Not Again! Is the Palmdale “Intercontinental” Airport Rising From the Dead?

        Bear with us, readers. We know that if you have any knowledge of the background of this caper, and if you are reading this, you must feel that your credulity is being stretched to its breaking point, but it’s all too true. The City Council of Palmdale, California, “has authorized the creation of an aviation department and commission to oversee development of the now-closed Palmdale Regional Airport.” Dan Weikel, Palmdale Moves to Develop Airport, L.A. Times, Apr. 3, 2009, at p. A7.

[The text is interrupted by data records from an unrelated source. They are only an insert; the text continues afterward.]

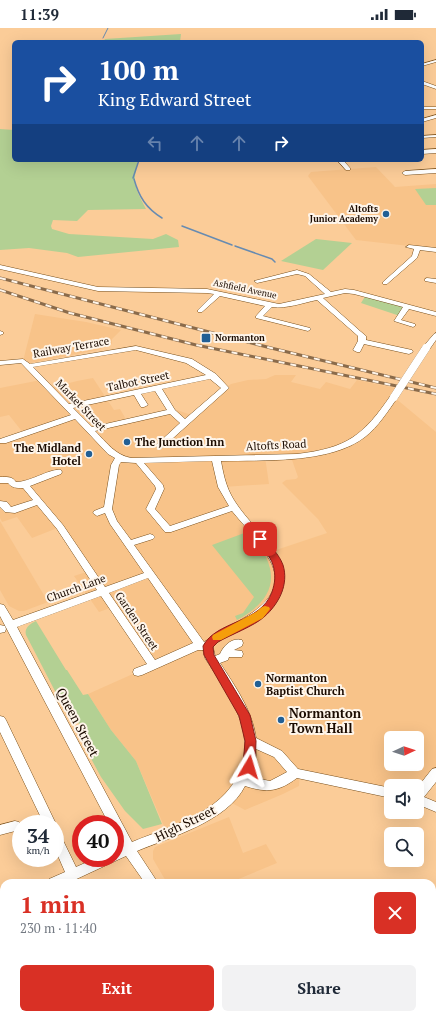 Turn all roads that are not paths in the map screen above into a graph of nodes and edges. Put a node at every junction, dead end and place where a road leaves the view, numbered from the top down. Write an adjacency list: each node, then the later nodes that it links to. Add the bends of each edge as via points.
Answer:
1 (436, 61): 2 (street)
2 (424, 64)
3 (424, 83): 4 (street)
4 (436, 88)
5 (424, 108): 6 (street)
6 (434, 109)
7 (436, 116): 8 (street)
8 (428, 119): 9 (street); 10 (street)
9 (424, 120)
10 (436, 121)
11 (436, 136): 12 (street)
12 (424, 137)
13 (436, 151): 14 (street)
14 (424, 152)
15 (342, 162): 16 (street)
16 (348, 169)
17 (436, 170): 18 (street)
18 (405, 173)
19 (409, 247): 20 (street)
20 (417, 248): 21 (street); 28 (street, via 415,257)
21 (436, 250)
22 (0, 267): 24 (street, Ashfield Avenue)
23 (54, 272): 24 (street)
24 (47, 277): 29 (street, Ashfield Avenue, via 98,289)
25 (428, 280): 26 (street)
26 (436, 280)
27 (258, 281): 30 (street, via 297,272 307,275)
28 (386, 283)
29 (219, 293): 32 (street, Ashfield Avenue); 34 (street)
30 (329, 294): 31 (street, Ashfield Avenue); 33 (street, Ashfield Avenue, via 354,292)
31 (318, 297): 32 (street, Ashfield Avenue, via 279,306); 39 (street, via 358,332 362,336)
32 (270, 305): 37 (street, via 258,317)
33 (407, 306): 35 (street, Ashfield Avenue); 36 (street, via 397,321)
34 (200, 311)
35 (436, 314)
36 (413, 325)
37 (308, 329)
38 (436, 335): 56 (street, Altofts Road, bridge, via 378,419 360,437 321,452 297,456)
39 (362, 341): 40 (street); 41 (street)
40 (357, 350)
41 (409, 352)
42 (0, 363): 43 (street, Railway Terrace)
43 (25, 364): 44 (street, Railway Terrace, via 119,347 136,348 189,361); 48 (street, Market Street)
44 (213, 376): 45 (street, Talbot Street); 51 (street, via 225,388)
45 (157, 388): 46 (street, Talbot Street); 49 (street)
46 (137, 393): 47 (street); 48 (street, Talbot Street)
47 (144, 405)
48 (68, 408): 50 (street, Market Street)
49 (172, 411): 51 (street); 52 (street)
50 (77, 416): 52 (street, Market Street); 53 (street)
51 (185, 424): 54 (street)
52 (90, 430): 55 (street, Market Street, via 111,452)
53 (3, 441)
54 (159, 446)
55 (123, 459): 57 (street, Altofts Road); 64 (street, via 115,465)
56 (216, 459): 57 (street, Altofts Road); 63 (street, via 222,487)
57 (138, 461): 63 (street, via 160,485 150,509 168,530)
58 (58, 472): 60 (street)
59 (0, 480): 60 (street, via 10,480 14,485)
60 (27, 487): 61 (street, Garden Street)
61 (38, 501): 62 (street, via 15,510 8,510 4,504); 69 (street, Garden Street, via 60,527)
62 (0, 504)
63 (234, 507): 72 (street, via 278,564 280,582 274,600 260,615)
64 (108, 509): 65 (street); 67 (street, High Street, via 113,522)
65 (97, 513)
66 (150, 537): 67 (street)
67 (128, 544): 68 (street, High Street)
68 (150, 574): 69 (street, Church Lane); 72 (street, High Street)
69 (102, 591): 71 (street, Church Lane); 75 (street, Garden Street)
70 (0, 608): 71 (street, Queen Street)
71 (4, 628): 89 (street, Queen Street)
72 (205, 646): 74 (street, High Street); 75 (street, via 194,647)
73 (232, 647): 74 (street, via 224,657)
74 (212, 661): 78 (street, High Street, via 244,715)
75 (153, 665): 76 (street)
76 (138, 672)
77 (0, 720): 86 (street)
78 (251, 741): 79 (street, via 278,754); 81 (street, High Street, via 249,767)
79 (295, 773): 81 (street, via 275,786 257,786); 83 (street)
80 (436, 773): 82 (street)
81 (243, 780): 89 (street, High Street, via 228,800 214,811 197,821)
82 (424, 789)
83 (384, 792)
84 (424, 801): 85 (street)
85 (436, 807)
86 (46, 815)
87 (12, 827): 88 (street)
88 (0, 830)
89 (129, 849): 90 (street, High Street); 95 (street, Queen Street)
90 (124, 851)
91 (62, 867): 93 (street)
92 (91, 867): 94 (street)
93 (65, 879)
94 (67, 879)
95 (149, 879)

         For the benefit of new readers, and those too weary to review our chronicles of the misadvetures of the City of Los Angeles’ 30-year effort to create and operate a commercial airport in Palmdale, here is a thumbnail summary: about 30 years ago, the city of Los Angeles took by eminent domain some 17,500 acres of land located in the high desert near Palmdale, about 60 miles north of Los Angeles, for what it modestly dubbed the Los Angeles “Intercontinental” Airport that was supposed to accommodate the growing traffic at LAX. That land acquisition alone cost the L.A. taxpayers some $100 million — and those were circa 1980 dollars, so in today’s money that sum must be around four or maybe five times that amount. But it turned out to be a boondoggle. To say that this “Intercontinental” airport has been a failure, would be to flatter it. Over the past 30 years, some eight airlines — one after another — have tried to operate out of there, but each of them eventually threw in the towel and terminated operations — the most recent airline was United which called it quits about four months ago. For more details, check out our posts of November 13, 2008, entitled Update on the Palmdale Airport, and December 17, 2008, entitled The Palmdale Airport Saga Goes On, and The Palmdale “Intercontinental” Airport — Is There Life After Death?  February 23, 2009. 

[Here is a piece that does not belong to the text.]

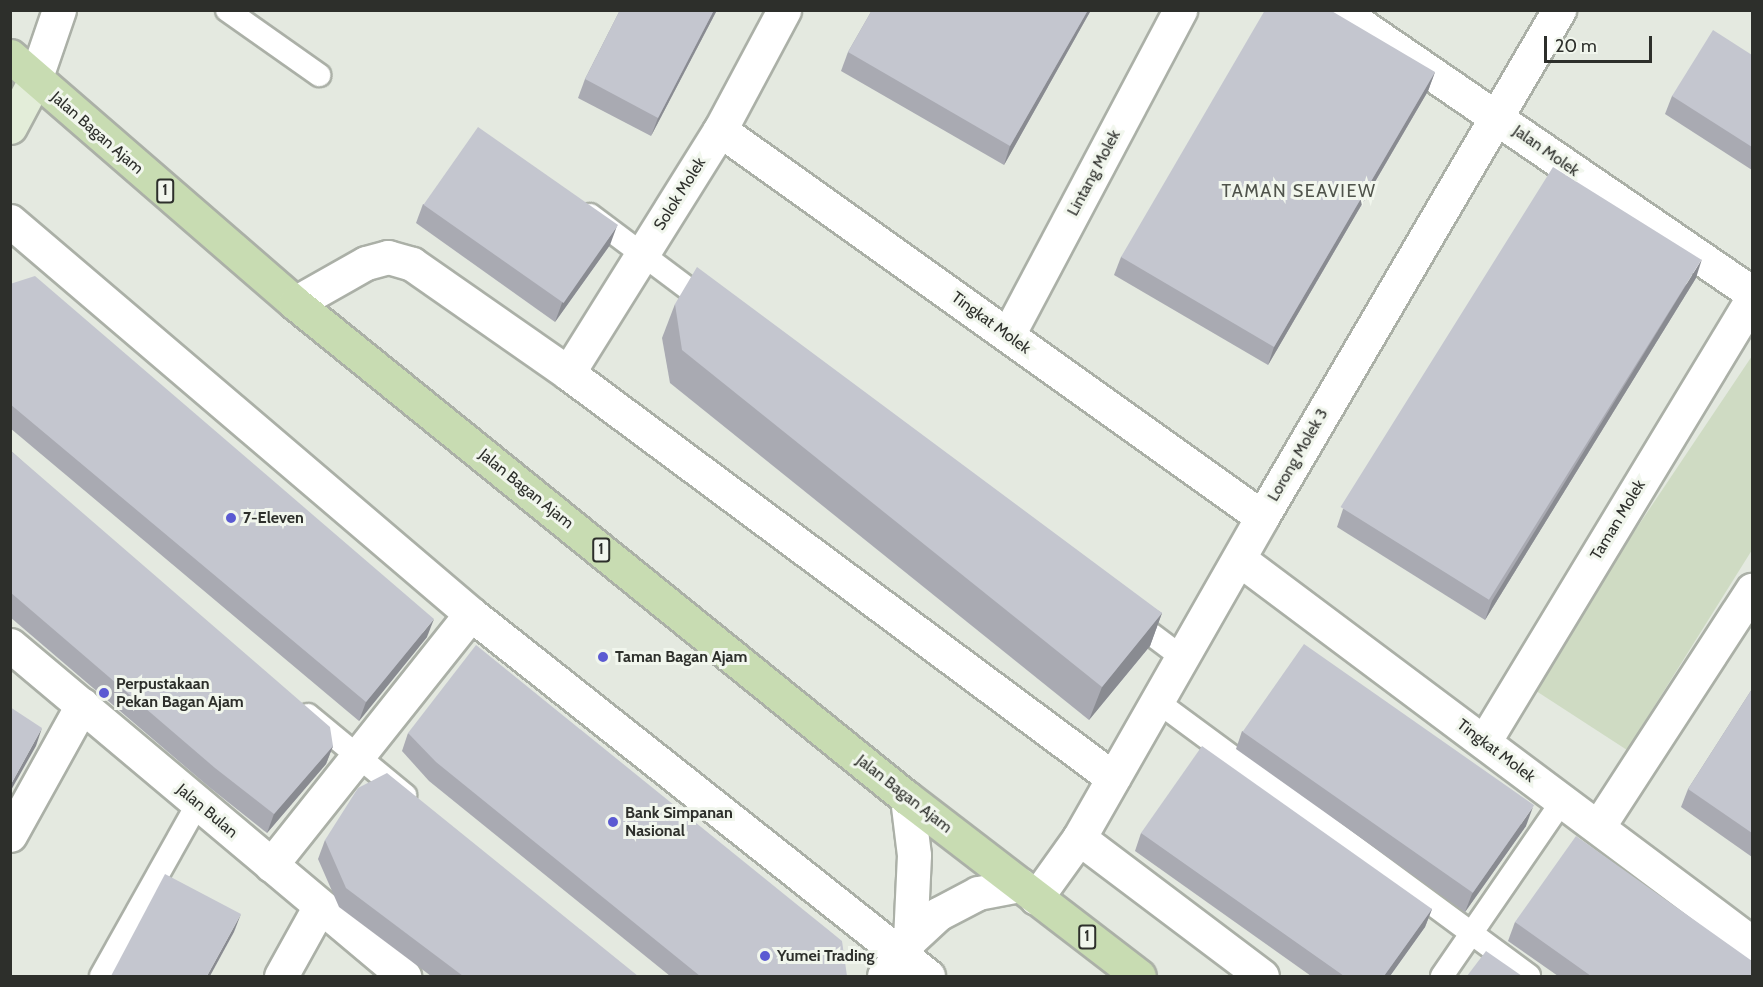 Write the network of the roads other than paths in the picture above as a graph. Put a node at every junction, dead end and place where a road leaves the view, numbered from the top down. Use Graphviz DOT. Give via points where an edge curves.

           What emerges from all that is that there simply is no market for economically viable commercial air transportation services out of the small, economically downscale, high desert community of Palmdale. So unless one assumes world class incompetence of the part of Los Angeles — which is possible but not proven — the problem appears to be insoluble. If nothing else, there are no direct freeways and no rapid transit services connecting Palmdale to the large population centers from which sufficient numbers of air passengers would have to come.

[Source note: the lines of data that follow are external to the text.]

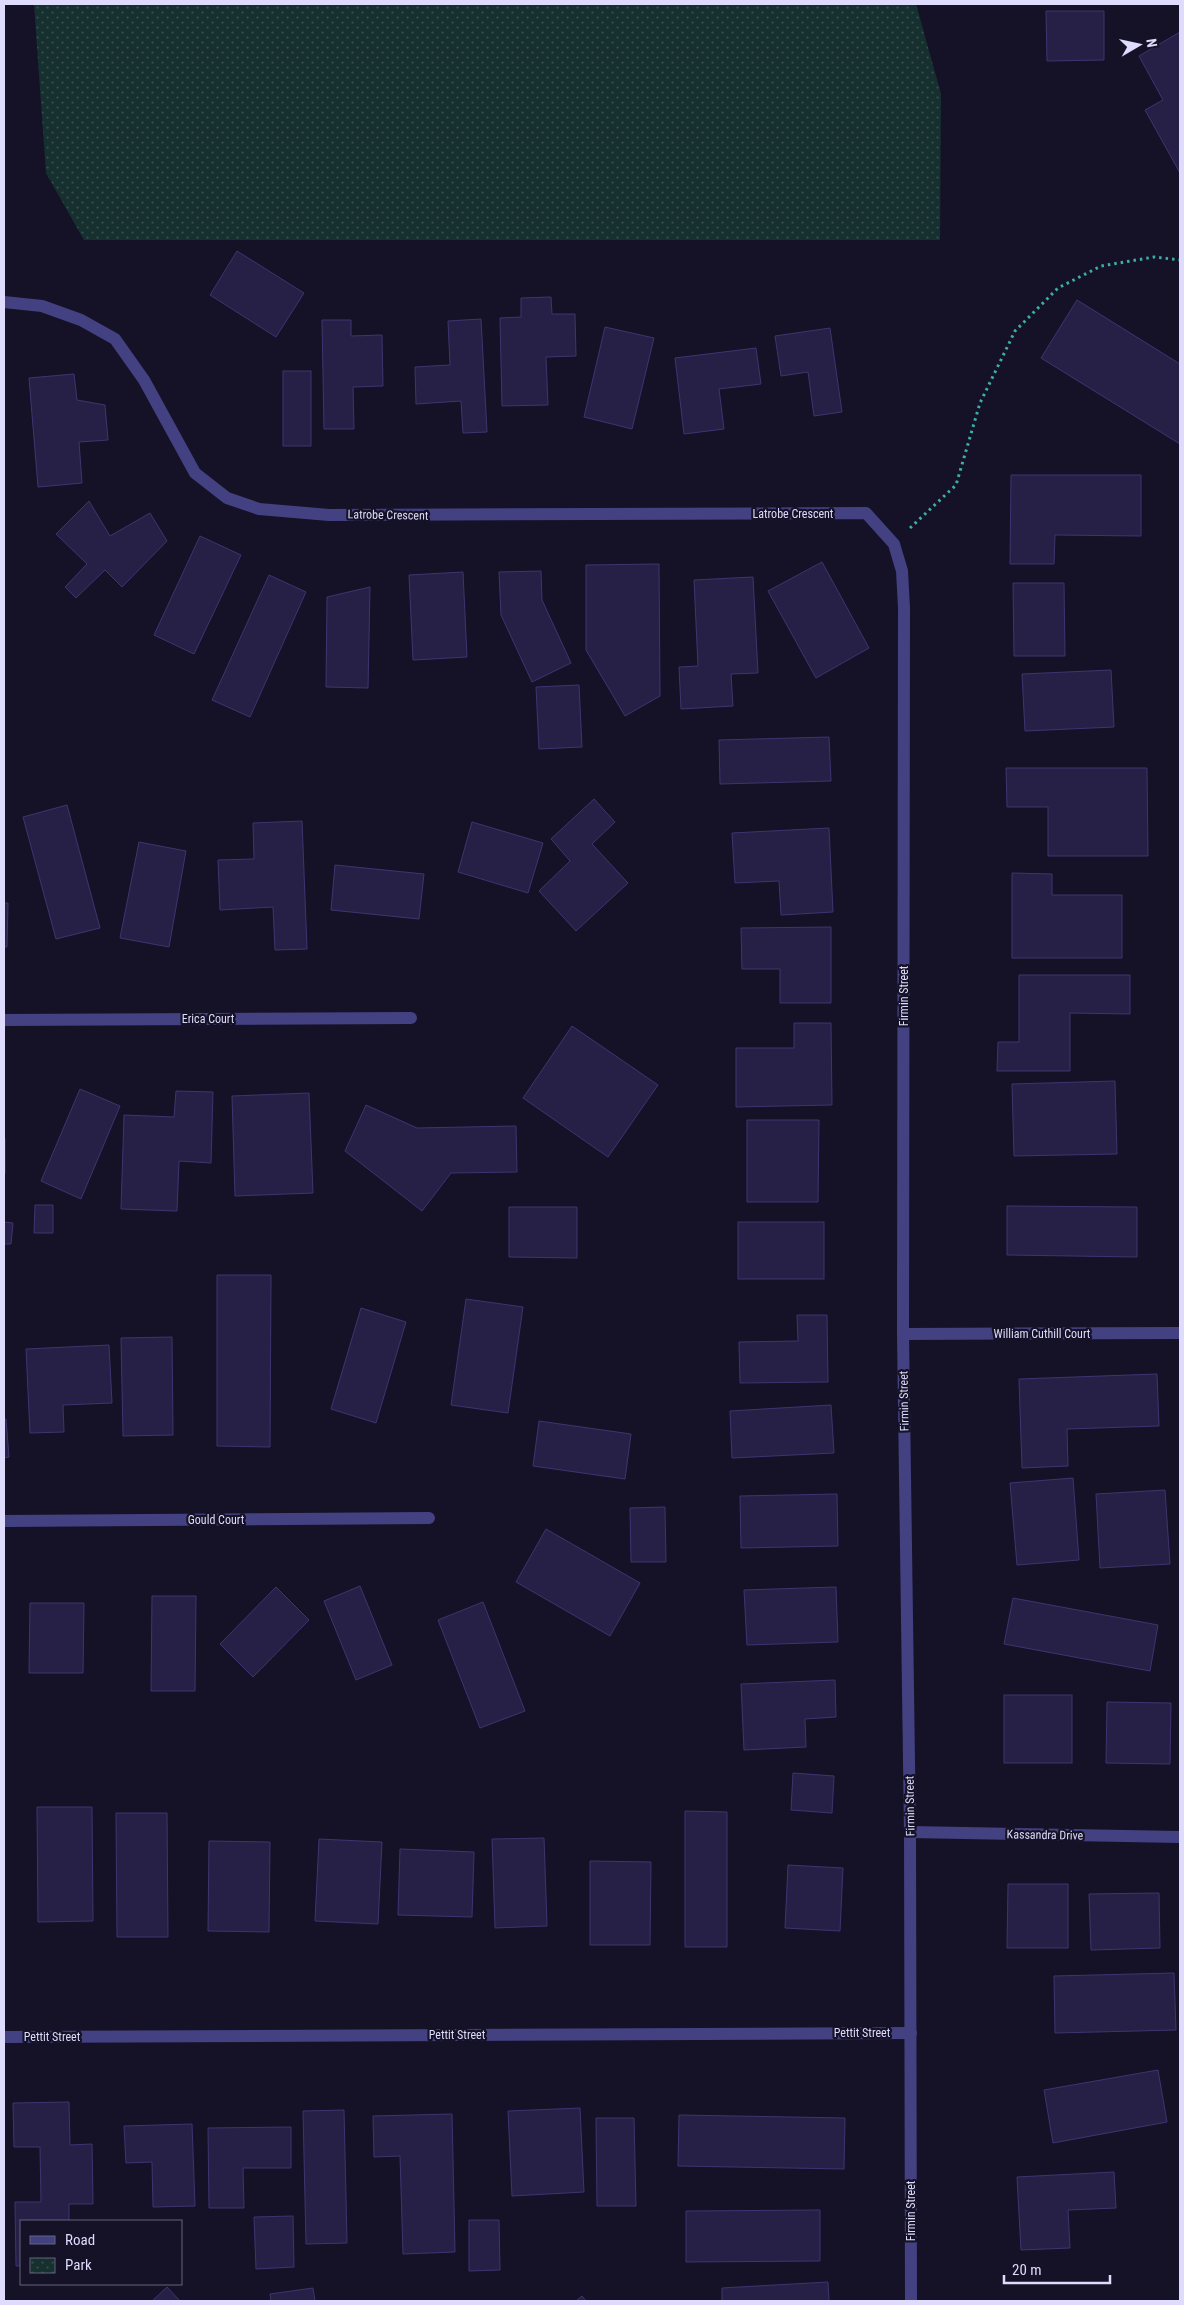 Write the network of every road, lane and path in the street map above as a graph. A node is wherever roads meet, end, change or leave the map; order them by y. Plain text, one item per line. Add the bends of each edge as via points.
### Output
1 (1180, 260) edge
2 (4, 302) edge
3 (866, 513) joint
4 (894, 544) junction
5 (411, 1018) dead end
6 (4, 1020) edge
7 (1180, 1333) edge
8 (903, 1334) junction
9 (429, 1518) dead end
10 (4, 1521) edge
11 (910, 1832) junction
12 (1180, 1837) edge
13 (911, 2033) junction
14 (4, 2037) edge
15 (911, 2301) edge

1 - 4 path via 1154,258 1101,266 1058,288 1015,331 980,403 956,485
2 - 3 street, Latrobe Crescent via 42,306 82,320 115,339 144,380 195,473 227,498 259,509 329,515
3 - 4 street, Firmin Street
4 - 8 street, Firmin Street via 902,571 904,608
5 - 6 street, Erica Court
7 - 8 street, William Cuthill Court
8 - 11 street, Firmin Street
9 - 10 street, Gould Court
11 - 12 street, Kassandra Drive
11 - 13 street, Firmin Street
13 - 14 street, Pettit Street
13 - 15 street, Firmin Street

           As we noted, the city of Los Angeles finally acknowledged reality, shut down this airport, and surrendered its certification to te FAA. So you might think that this was the end of this saga. But evidently not — now, the city of Palmdale wants to take another shot at it. In fairness, perhaps we should wait and see if Palmdale accomplishes anything where Los Angeles couldn’t. Taking in that spectacle might even be amusing, if it weren’t for the fact that nine-figure fortunes have already been frittered away, with nothing to show for it, and Palmdale’s future efforts are certain to expend more public funds on . . .what?

         But what the hell? Let’s see what happens.

         Your tax money at work.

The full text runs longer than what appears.